Monday, August 28, 2006

Off-Limits, Anyone?

DISPLACEMENT doesn't need distance. It's an urban commonplace where estrangement and enmity happen with the frequency of a fire alarm or the screaming siren of an ambulance. Here's a reprint from my latest opinion column in Sun.Star Cebu (29 August 2006 issue):


Crash Hours

Thank the heavens we’re no planets, or we’d be on a collision course more often than we hear prophets of doom about the world’s end.

Long before scientists bumped off Pluto from the planetary clique, and whittled it down to size as merely a “dwarf planet,” our own world has been getting smaller. To the level of the trivial goes our trite tendency for turf wars and clan rivalries, after all. As if we were aliens among ourselves hardwired for each other’s invasion.

Why, here this side of the equator, even a parking space becomes a battleground. Or so it seems to the son of Cebu’s governor and the chief of the Criminal Investigation and Intelligence Bureau (CIIB) who were in the mood for Star Wars in front of the entrance of an uptown bar one recent night.

Hotheads of the world, unite; you have nothing to lose but your cool.

True, it’s getting cramped in here up to a choking point, and spitting fire comes breezy where there’s barely a breathing space for a handshake. We’d never run out of bones for each other’s contention, and going to the dogs seems to be the only way to push borders, if not to stretch our threshold of tolerance or patience.

Finding a place or even a day unbroken by the usual outbreak of hostility looks like a blind wager while astronomers now get more elbow room to redefine and render obsolete our notion of the solar system.

Talk about finding a place under the sun, and we might as well cover ourselves against ultra-violent rays with newspapers perennially stifling and blood-stewing from the prerequisites of conflict.

Space is of the essence, but that sounds as esoteric as astral travel where there are hardly public places to sit down awhile under a tree and to let the ill wind stirring in one’s head to scatter in the manner of dry leaves.

If looking for a parking space gets as dizzy as steering one’s way out of labyrinths, as motorists can attest, finding a park could be the fastest way to reach a dead end. Or, to rub elbows with lovers, licit or otherwise, whose threadbare intimacy and privacy are frayed at the edges by the invasion of the city’s derelicts and perverts bracing for their prey.

Spaced-out. That’s what one intuits while loitering through the heart of the metro where the homeless, beggars, and vendors might as well have raised their stakes in the sidewalks and overpasses. The bottleneck, clearly, is not only down the road where rage goes with the exhaust fumes.

Getting into each other’s way, unlike planets in their respective orbits, there’s plenty of time and lot of space only for breathing smoke down each other’s necks.

3 comments:

Rey said...

The hea nowadays ARE making everone crazy. Singapore is no exception especially that it's located just in line with the equator. Good thing there's a hell lot of a tree here to cool the breeze.

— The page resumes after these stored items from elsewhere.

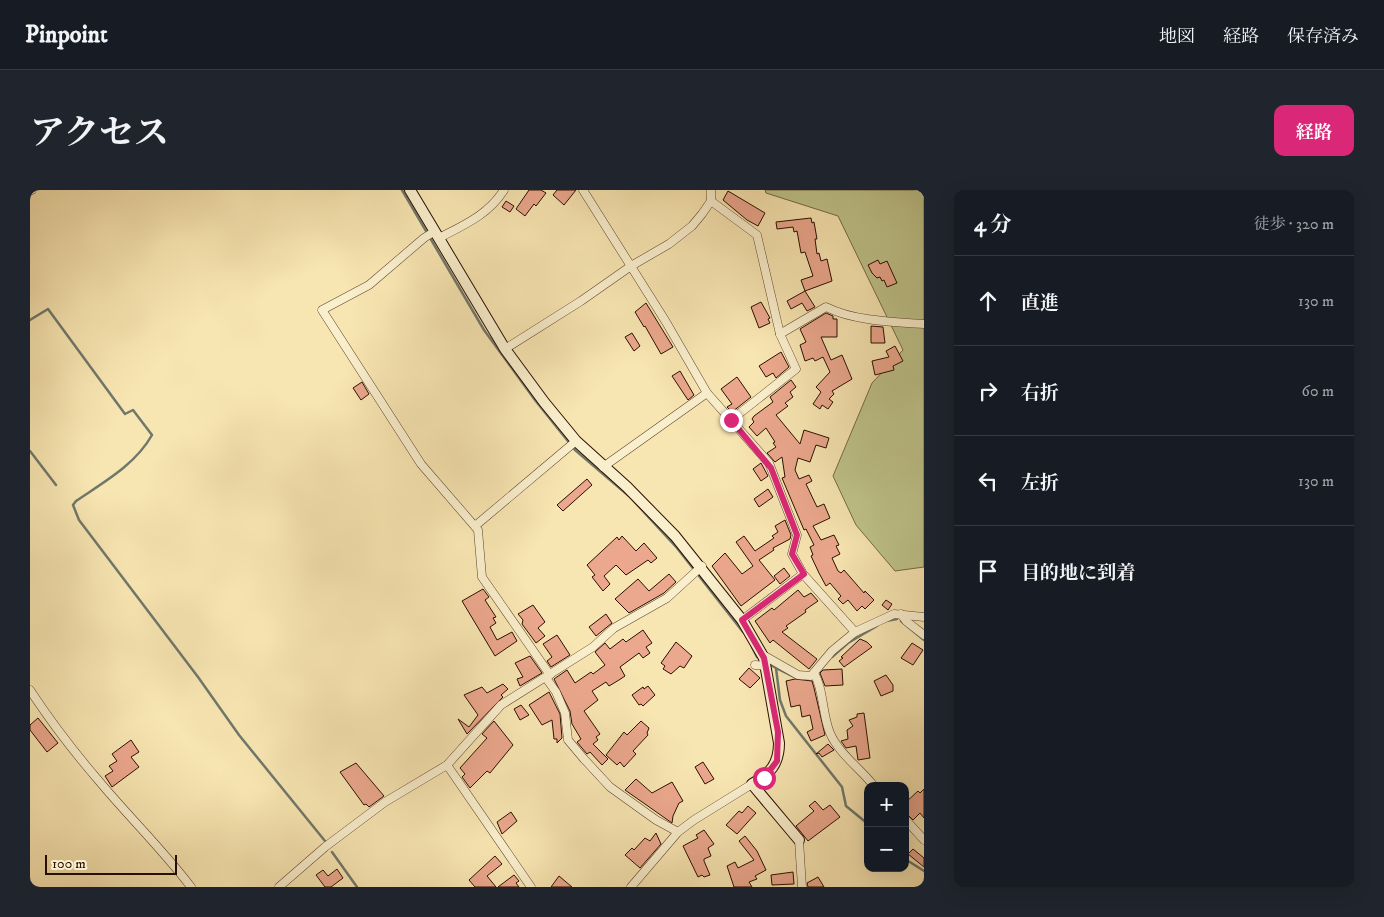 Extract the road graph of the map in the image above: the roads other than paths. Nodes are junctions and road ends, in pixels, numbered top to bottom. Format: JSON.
{"nodes":[{"id":1,"x":410,"y":190,"type":"edge"},
{"id":2,"x":504,"y":190,"type":"edge"},
{"id":3,"x":583,"y":190,"type":"edge"},
{"id":4,"x":711,"y":190,"type":"edge"},
{"id":5,"x":711,"y":201,"type":"junction"},
{"id":6,"x":433,"y":235,"type":"junction"},
{"id":7,"x":631,"y":266,"type":"junction"},
{"id":8,"x":924,"y":324,"type":"edge"},
{"id":9,"x":780,"y":334,"type":"junction"},
{"id":10,"x":505,"y":349,"type":"junction"},
{"id":11,"x":707,"y":393,"type":"junction"},
{"id":12,"x":731,"y":420,"type":"junction"},
{"id":13,"x":573,"y":444,"type":"junction"},
{"id":14,"x":603,"y":467,"type":"junction"},
{"id":15,"x":475,"y":526,"type":"junction"},
{"id":16,"x":698,"y":570,"type":"junction"},
{"id":17,"x":804,"y":574,"type":"junction"},
{"id":18,"x":901,"y":614,"type":"junction"},
{"id":19,"x":924,"y":617,"type":"edge"},
{"id":20,"x":742,"y":620,"type":"junction"},
{"id":21,"x":855,"y":632,"type":"junction"},
{"id":22,"x":924,"y":635,"type":"edge"},
{"id":23,"x":763,"y":662,"type":"junction"},
{"id":24,"x":815,"y":674,"type":"junction"},
{"id":25,"x":548,"y":677,"type":"junction"},
{"id":26,"x":30,"y":690,"type":"edge"},
{"id":27,"x":447,"y":765,"type":"junction"},
{"id":28,"x":871,"y":782,"type":"edge"},
{"id":29,"x":752,"y":784,"type":"junction"},
{"id":30,"x":909,"y":823,"type":"edge"},
{"id":31,"x":678,"y":832,"type":"junction"},
{"id":32,"x":799,"y":840,"type":"joint"},
{"id":33,"x":924,"y":840,"type":"edge"},
{"id":34,"x":192,"y":887,"type":"edge"},
{"id":35,"x":279,"y":887,"type":"edge"},
{"id":36,"x":531,"y":887,"type":"edge"},
{"id":37,"x":630,"y":887,"type":"edge"},
{"id":38,"x":802,"y":887,"type":"edge"}],
"edges":[{"from":1,"to":6,"type":"street"},
{"from":2,"to":6,"type":"street"},
{"from":3,"to":7,"type":"street"},
{"from":4,"to":5,"type":"street"},
{"from":5,"to":7,"type":"street"},
{"from":5,"to":9,"type":"street"},
{"from":6,"to":10,"type":"street"},
{"from":6,"to":15,"type":"street"},
{"from":7,"to":10,"type":"street"},
{"from":7,"to":11,"type":"street"},
{"from":8,"to":9,"type":"street"},
{"from":9,"to":12,"type":"street"},
{"from":10,"to":13,"type":"street"},
{"from":11,"to":12,"type":"street"},
{"from":11,"to":14,"type":"street"},
{"from":12,"to":17,"type":"street"},
{"from":13,"to":14,"type":"street"},
{"from":13,"to":15,"type":"street"},
{"from":14,"to":16,"type":"street"},
{"from":15,"to":25,"type":"street"},
{"from":16,"to":20,"type":"street"},
{"from":16,"to":25,"type":"street"},
{"from":17,"to":20,"type":"street"},
{"from":17,"to":21,"type":"street"},
{"from":18,"to":19,"type":"street"},
{"from":18,"to":21,"type":"street"},
{"from":18,"to":22,"type":"street"},
{"from":20,"to":23,"type":"street"},
{"from":21,"to":24,"type":"street"},
{"from":23,"to":24,"type":"street"},
{"from":23,"to":29,"type":"street"},
{"from":24,"to":28,"type":"street"},
{"from":25,"to":27,"type":"street"},
{"from":25,"to":31,"type":"street"},
{"from":26,"to":34,"type":"street"},
{"from":27,"to":35,"type":"street"},
{"from":27,"to":36,"type":"street"},
{"from":29,"to":31,"type":"street"},
{"from":29,"to":32,"type":"street"},
{"from":30,"to":33,"type":"street"},
{"from":31,"to":37,"type":"street"},
{"from":32,"to":38,"type":"street"}]}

Hey myke thanks for dropping my blog, bay.

slowmotion said...

Congratulations myke!!!!!!!!!!

Post naman your poems! (Or are they on your Cebuano blog?)

MICHAEL U. OBENIETA said...

Hi, Larz: So far usa pa ka poem from the winning collection ang akong na-post didto sa "Beso Bisdak" blog. But I will post the rest of the poems soon as I can. Congrats on your Palanca prize, too! More to come!